An experimental NASA satellite is providing some exciting and useful data on Australian groundwater, but it has all happened by accident.

NASA’s Gravity Recovery and Climate Experiment (GRACE) satellites were launched in 2002 with a mission to measure, for the first time, gravitational waves emanating from the earth's surface.

But soon after the program started, experts started discovering month to month changes in mass that they could not explain.

The analysts eventually figured out that the weight of groundwater in particular was being sensed by the satellite.

The accidental advantage has provided detailed information on water levels across areas of Australia that were previously very difficult to ascertain.
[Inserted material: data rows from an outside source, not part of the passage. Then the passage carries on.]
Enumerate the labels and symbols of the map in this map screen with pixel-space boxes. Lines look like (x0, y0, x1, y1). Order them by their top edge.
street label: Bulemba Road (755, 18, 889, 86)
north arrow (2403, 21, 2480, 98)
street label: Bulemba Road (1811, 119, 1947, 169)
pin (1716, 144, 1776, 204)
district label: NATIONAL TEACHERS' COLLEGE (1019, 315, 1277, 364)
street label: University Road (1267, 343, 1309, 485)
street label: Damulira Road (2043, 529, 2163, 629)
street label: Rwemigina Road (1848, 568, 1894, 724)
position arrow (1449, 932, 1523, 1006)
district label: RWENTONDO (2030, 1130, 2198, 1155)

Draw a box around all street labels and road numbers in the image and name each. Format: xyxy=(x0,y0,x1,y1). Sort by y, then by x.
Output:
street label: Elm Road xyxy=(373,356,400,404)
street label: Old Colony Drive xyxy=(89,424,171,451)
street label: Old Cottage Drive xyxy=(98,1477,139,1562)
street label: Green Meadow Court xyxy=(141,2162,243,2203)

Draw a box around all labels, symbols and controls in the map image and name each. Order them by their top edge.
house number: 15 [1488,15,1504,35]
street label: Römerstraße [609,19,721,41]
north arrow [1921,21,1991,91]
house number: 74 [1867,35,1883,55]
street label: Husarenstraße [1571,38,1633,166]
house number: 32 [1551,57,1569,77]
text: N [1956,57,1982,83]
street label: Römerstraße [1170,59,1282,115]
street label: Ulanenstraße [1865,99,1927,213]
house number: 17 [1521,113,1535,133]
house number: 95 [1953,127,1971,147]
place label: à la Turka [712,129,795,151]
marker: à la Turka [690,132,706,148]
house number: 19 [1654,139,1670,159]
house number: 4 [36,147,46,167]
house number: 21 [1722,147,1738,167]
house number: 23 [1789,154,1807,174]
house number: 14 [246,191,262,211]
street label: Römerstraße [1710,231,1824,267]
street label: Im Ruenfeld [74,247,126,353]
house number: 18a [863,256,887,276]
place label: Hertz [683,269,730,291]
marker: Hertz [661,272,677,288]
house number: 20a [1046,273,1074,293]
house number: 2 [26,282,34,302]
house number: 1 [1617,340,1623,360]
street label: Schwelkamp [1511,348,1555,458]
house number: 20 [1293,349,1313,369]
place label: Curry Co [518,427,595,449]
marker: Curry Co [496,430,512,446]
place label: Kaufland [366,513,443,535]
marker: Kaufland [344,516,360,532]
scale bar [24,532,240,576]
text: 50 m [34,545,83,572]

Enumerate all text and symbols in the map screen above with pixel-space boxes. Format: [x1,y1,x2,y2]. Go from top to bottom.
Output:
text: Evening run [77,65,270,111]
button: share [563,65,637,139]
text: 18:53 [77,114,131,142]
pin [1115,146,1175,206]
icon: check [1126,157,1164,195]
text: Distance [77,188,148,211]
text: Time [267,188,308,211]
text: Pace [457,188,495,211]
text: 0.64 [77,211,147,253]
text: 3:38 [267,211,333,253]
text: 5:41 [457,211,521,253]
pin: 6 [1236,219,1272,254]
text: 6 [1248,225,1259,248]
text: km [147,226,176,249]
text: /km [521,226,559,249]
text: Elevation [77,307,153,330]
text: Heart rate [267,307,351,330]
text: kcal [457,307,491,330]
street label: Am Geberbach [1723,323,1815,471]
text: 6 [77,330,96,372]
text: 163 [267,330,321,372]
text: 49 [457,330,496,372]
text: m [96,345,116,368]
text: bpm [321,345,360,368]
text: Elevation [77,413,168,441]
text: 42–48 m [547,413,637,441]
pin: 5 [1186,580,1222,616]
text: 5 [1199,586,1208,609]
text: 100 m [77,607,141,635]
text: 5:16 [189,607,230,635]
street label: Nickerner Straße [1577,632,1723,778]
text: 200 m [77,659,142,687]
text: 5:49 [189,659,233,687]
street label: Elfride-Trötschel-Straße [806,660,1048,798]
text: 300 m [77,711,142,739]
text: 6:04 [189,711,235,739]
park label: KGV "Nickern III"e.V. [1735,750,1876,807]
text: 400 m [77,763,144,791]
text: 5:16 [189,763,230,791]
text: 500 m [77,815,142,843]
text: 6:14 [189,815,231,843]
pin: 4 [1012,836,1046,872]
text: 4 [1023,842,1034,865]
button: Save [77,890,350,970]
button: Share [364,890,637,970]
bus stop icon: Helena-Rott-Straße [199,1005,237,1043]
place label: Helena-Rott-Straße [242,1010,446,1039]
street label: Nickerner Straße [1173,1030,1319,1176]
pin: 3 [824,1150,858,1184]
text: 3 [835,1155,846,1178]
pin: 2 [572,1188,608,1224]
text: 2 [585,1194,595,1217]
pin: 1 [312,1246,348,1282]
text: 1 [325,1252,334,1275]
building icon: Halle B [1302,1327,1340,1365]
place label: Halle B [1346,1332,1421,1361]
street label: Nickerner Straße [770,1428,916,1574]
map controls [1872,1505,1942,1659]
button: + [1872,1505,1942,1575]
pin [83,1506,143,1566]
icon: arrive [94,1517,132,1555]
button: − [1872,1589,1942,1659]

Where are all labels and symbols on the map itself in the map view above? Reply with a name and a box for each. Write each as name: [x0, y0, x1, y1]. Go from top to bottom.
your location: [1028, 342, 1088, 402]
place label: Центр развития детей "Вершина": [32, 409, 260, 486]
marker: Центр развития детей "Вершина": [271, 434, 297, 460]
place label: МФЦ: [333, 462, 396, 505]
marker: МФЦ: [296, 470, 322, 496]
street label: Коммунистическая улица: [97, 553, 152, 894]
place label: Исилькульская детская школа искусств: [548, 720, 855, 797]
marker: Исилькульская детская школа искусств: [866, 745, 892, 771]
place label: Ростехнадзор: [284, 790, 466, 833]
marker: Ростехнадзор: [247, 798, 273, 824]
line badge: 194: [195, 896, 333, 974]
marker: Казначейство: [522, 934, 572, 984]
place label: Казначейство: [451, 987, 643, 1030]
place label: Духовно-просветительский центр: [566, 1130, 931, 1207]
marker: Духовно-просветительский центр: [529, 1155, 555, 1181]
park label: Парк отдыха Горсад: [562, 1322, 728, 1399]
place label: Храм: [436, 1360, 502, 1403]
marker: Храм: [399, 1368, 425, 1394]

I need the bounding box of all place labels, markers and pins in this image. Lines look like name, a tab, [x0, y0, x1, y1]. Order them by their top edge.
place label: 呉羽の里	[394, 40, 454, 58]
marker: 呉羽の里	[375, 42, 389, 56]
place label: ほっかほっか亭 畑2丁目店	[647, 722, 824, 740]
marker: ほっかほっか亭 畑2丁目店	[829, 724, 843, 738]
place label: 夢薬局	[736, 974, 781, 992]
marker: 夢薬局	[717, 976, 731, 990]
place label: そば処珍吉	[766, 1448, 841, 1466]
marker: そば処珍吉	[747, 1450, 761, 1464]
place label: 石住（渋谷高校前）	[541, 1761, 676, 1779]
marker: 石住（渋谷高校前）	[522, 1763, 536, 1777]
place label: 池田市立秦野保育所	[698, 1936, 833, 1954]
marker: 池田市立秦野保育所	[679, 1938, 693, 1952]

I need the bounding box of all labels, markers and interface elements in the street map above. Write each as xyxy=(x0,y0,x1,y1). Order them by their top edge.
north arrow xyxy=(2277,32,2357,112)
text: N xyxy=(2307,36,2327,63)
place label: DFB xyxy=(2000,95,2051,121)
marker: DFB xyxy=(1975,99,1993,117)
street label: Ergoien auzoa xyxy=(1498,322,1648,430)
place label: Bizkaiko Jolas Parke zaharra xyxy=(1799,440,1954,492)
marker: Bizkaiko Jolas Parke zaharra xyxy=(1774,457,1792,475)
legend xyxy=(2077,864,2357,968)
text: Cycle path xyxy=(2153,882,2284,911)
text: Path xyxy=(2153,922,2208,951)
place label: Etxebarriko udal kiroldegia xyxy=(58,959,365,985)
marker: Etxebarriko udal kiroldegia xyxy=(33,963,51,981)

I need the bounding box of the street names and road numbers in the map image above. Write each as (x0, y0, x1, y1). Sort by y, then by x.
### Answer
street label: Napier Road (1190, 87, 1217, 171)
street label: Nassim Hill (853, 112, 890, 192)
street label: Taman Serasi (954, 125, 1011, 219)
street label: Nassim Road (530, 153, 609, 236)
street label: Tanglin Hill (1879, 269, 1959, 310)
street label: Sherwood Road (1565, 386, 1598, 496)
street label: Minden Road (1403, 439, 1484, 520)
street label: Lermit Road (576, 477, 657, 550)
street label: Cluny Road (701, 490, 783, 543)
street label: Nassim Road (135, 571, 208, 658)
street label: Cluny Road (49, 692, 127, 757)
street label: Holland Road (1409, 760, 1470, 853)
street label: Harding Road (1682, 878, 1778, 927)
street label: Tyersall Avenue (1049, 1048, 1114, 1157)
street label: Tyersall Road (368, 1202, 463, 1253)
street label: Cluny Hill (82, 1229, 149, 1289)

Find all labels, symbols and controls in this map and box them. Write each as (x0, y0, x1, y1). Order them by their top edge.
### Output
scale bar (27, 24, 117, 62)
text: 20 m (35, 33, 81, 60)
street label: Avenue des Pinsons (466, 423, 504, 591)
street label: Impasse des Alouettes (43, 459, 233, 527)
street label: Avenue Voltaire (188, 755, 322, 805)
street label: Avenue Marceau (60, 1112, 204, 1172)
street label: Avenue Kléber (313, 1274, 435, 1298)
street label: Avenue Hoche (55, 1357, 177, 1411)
The GRACE satellite’s data indicates that water levels in the Great Artesian Basin are declining, but showed a significant spike in the volume of Central Australia's Amadeus basin.

“From 2002 until 2008 there was a statistically significant decline in the [Amadeus basin] groundwater,” Professor Alfredo Huate from the University of Technology Sydney told reporters this week.

“But in 2009 and until the end of 2011 the total water has almost doubled from what it was before the satellite went up in 2002.

“It's a tremendous spike in total water now available.”

Mr Huate said water from Central Australia's recent big rain events is not used by plants or evaporates, and so is goes straight into the groundwater table.

“It's definitely a good idea to make use of the data sets for [exploratory and developmental purposes],” he said.

Mr Huate says NASA is about to launch new satellites that will be even more accurate, and specifically designed to measure groundwater.

“We can expect to get much finer measurements that would presumably allow us to see where there is wells and where there is pumping at differential rates compared to other areas,” he said.

“That would be very exciting to see.”